On the morning of trial, the defendant's appointed lawyer, Neil Reardon, informed the court that he "had spoken with [the defendant] earlier and [the defendant] asked [him] not to represent him," and that the defendant had "also sent [him] correspondence to that effect." After hearing from the defendant, the court stated: "Well, here's where we are. I mean, if you don't want him to represent you, I'm not going to force it on you, but I'm not going to continue the case either, you're going to represent yourself. If you want to do that, you can." The defendant confirmed that his "final decision" was that he did not want Reardon. He said that he would represent himself, but asked the court to give him "a little bit more time" to conduct the investigation he claimed Reardon had not done. The court denied that request and asked Reardon to stay in the courtroom in case "something should come up or [the defendant] changes his mind." On the second day of trial, after the defendant had absented himself from the proceedings, the court released Reardon from further involvement in the case.

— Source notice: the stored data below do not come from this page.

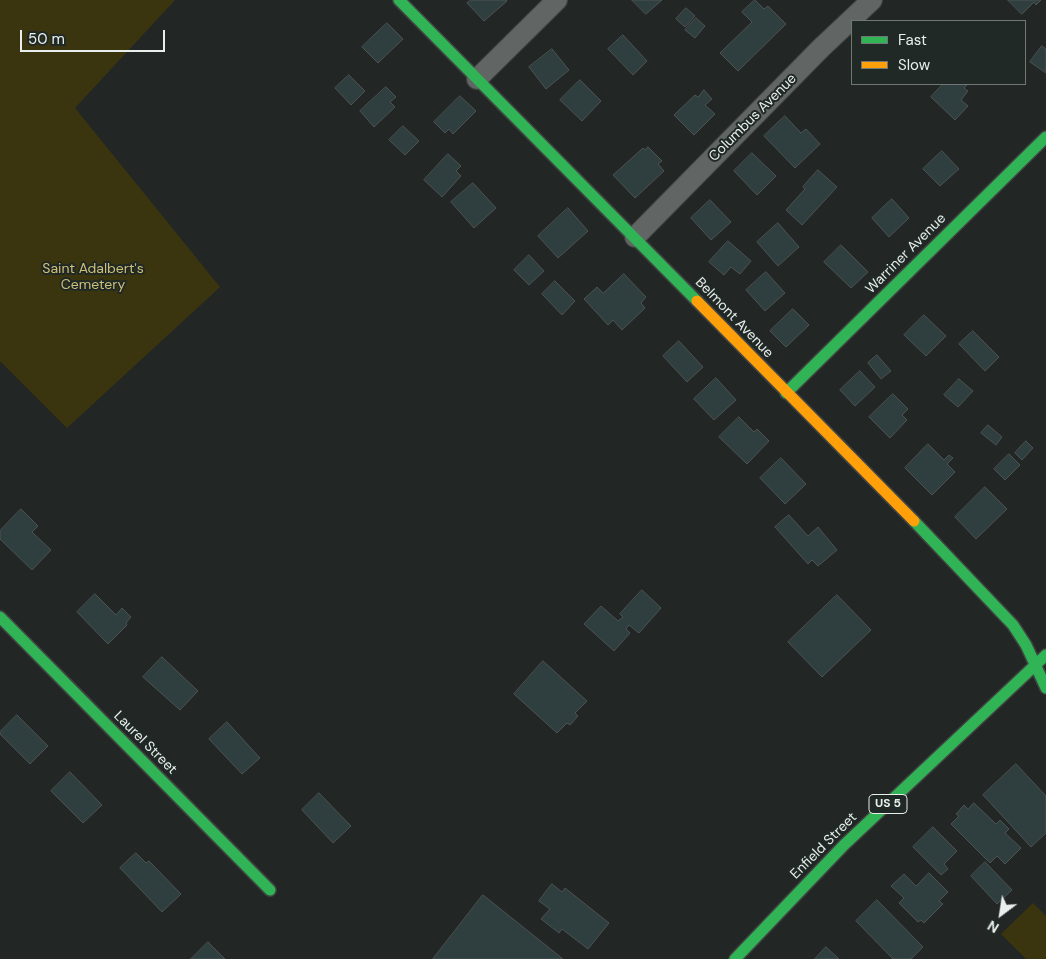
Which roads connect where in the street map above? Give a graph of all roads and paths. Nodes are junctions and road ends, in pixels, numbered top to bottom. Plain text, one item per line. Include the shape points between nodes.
1 (399, 0) edge
2 (557, 0) edge
3 (872, 0) edge
4 (477, 79) junction
5 (1046, 137) edge
6 (635, 237) junction
7 (786, 393) junction
8 (0, 617) edge
9 (1046, 655) edge
10 (1035, 665) junction
11 (1046, 688) edge
12 (270, 890) dead end
13 (735, 959) edge

1 - 4 street, Belmont Avenue
2 - 4 street
3 - 6 street, Columbus Avenue
4 - 6 street, Belmont Avenue
5 - 7 street, Warriner Avenue
6 - 7 street, Belmont Avenue
7 - 10 street, Belmont Avenue via 1013,625
8 - 12 street, Laurel Street
9 - 10 street, Enfield Street / US 5
10 - 11 street, Belmont Avenue
10 - 13 street, Enfield Street / US 5 via 844,845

At trial, the victim testified that each of the letters was written in Arabic in the defendant's handwriting. Nevertheless, each letter purported to be from someone other than the defendant—specifically, in the words of the first letter, "a benefactor and a family friend." The first and second letters were purportedly sent by Carlos Santana, with return addresses of New York City and the Bronx, respectively. The third had no return address but was postmarked from Manchester, New Hampshire. The State produced evidence that the defendant's fingerprints were found on each letter. The victim also testified that some of the letters repeated threats the defendant had made to her in the past: "Exactly—same words in them."

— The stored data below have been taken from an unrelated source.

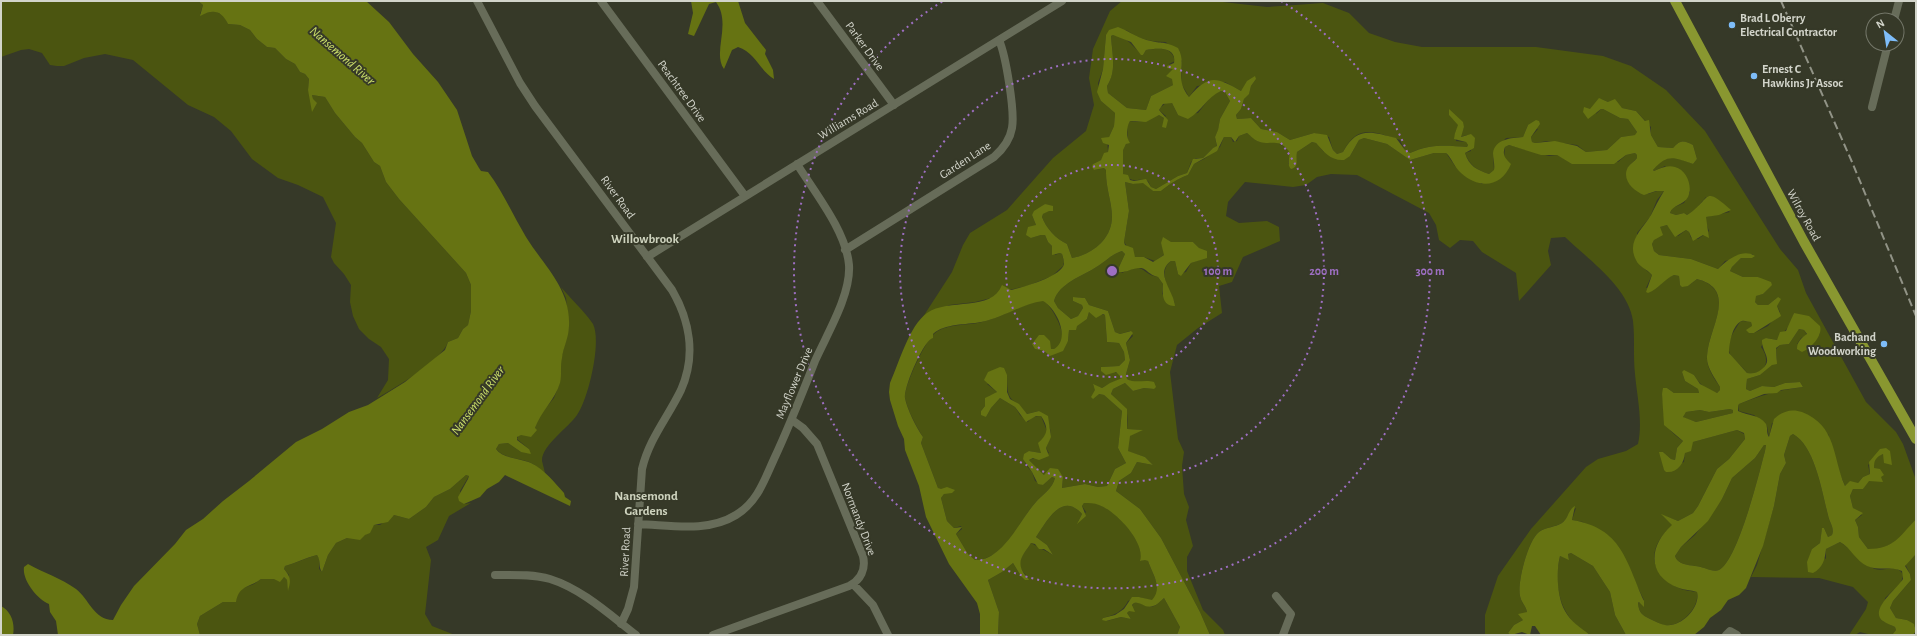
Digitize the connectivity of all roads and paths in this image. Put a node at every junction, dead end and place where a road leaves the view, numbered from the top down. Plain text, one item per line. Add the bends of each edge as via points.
1 (477, 1) edge
2 (601, 1) edge
3 (817, 1) edge
4 (1062, 1) edge
5 (1675, 1) edge
6 (1899, 1) edge
7 (1896, 12) edge
8 (999, 40) junction
9 (1886, 52) edge
10 (894, 105) junction
11 (1872, 107) dead end
12 (797, 164) junction
13 (745, 196) junction
14 (845, 250) junction
15 (647, 257) junction
16 (792, 420) junction
17 (1916, 439) edge
18 (638, 524) junction
19 (495, 575) dead end
20 (854, 584) junction
21 (1276, 596) dead end
22 (621, 624) junction
23 (636, 635) edge
24 (714, 635) edge
25 (888, 635) edge
26 (1283, 635) edge
27 (1726, 635) edge
28 (1737, 635) edge

1 - 15 street, River Road via 535,106
2 - 13 street, Peachtree Drive
3 - 10 street, Parker Drive
4 - 8 street, Williams Road
5 - 17 main road, Wilroy Road via 1804,242
6 - 7 street
8 - 10 street, Williams Road
8 - 14 street, Garden Lane via 1006,61 1012,124 1006,144 994,157
9 - 11 street
10 - 12 street, Williams Road
12 - 13 street, Williams Road
12 - 14 street, Mayflower Drive via 836,227
13 - 15 street, Williams Road
14 - 16 street, Mayflower Drive via 849,265 846,289
15 - 18 street, River Road via 682,307 688,325 690,351 681,390 645,456
16 - 18 street, Mayflower Drive via 758,494 742,511 712,525
16 - 20 street, Normandy Drive via 804,428 817,444 863,556 864,567
18 - 22 street, River Road via 634,587
19 - 22 street via 538,577 562,584
20 - 24 street
20 - 25 street via 873,605
21 - 26 street via 1291,614
22 - 23 street
27 - 28 street via 1730,631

The third letter mentioned "a Lebanese who was in prison with [the defendant] and he got out from jail." The letter further stated, "As far as I know, that guy seeking trouble." Salem Police Sergeant Eric Lamb testified that he investigated that claim and discovered that an individual named Oner Nusret had been incarcerated with the defendant and had been released. The victim testified that she did not know anyone by that name.

On cross-examining the victim, the defendant inquired how he could have sent a letter to her if he was in custody at the time. He asked, "Does she have a stamp from the jail or not?" The State addressed this issue in its closing argument:

[The defendant] says to you, I couldn't possibly have sent these [letters]. He told you he was incarcerated at the time and they don't come from the jail. Folks, no one is saying he put these in the mailbox himself. You're not required to find that he did. It's not something that has to be proven beyond a reasonable doubt.
... Nothing is going to prevent him from putting this letter in another envelope, sending it to a friend who can drop it in the mail because he knows these letters can't come from him.

The defendant was convicted of all three counts and sentenced on each to three and a half to seven years in state prison, to run consecutively and to run consecutively to the defendant's previously-imposed sentences. He now appeals his convictions and sentences.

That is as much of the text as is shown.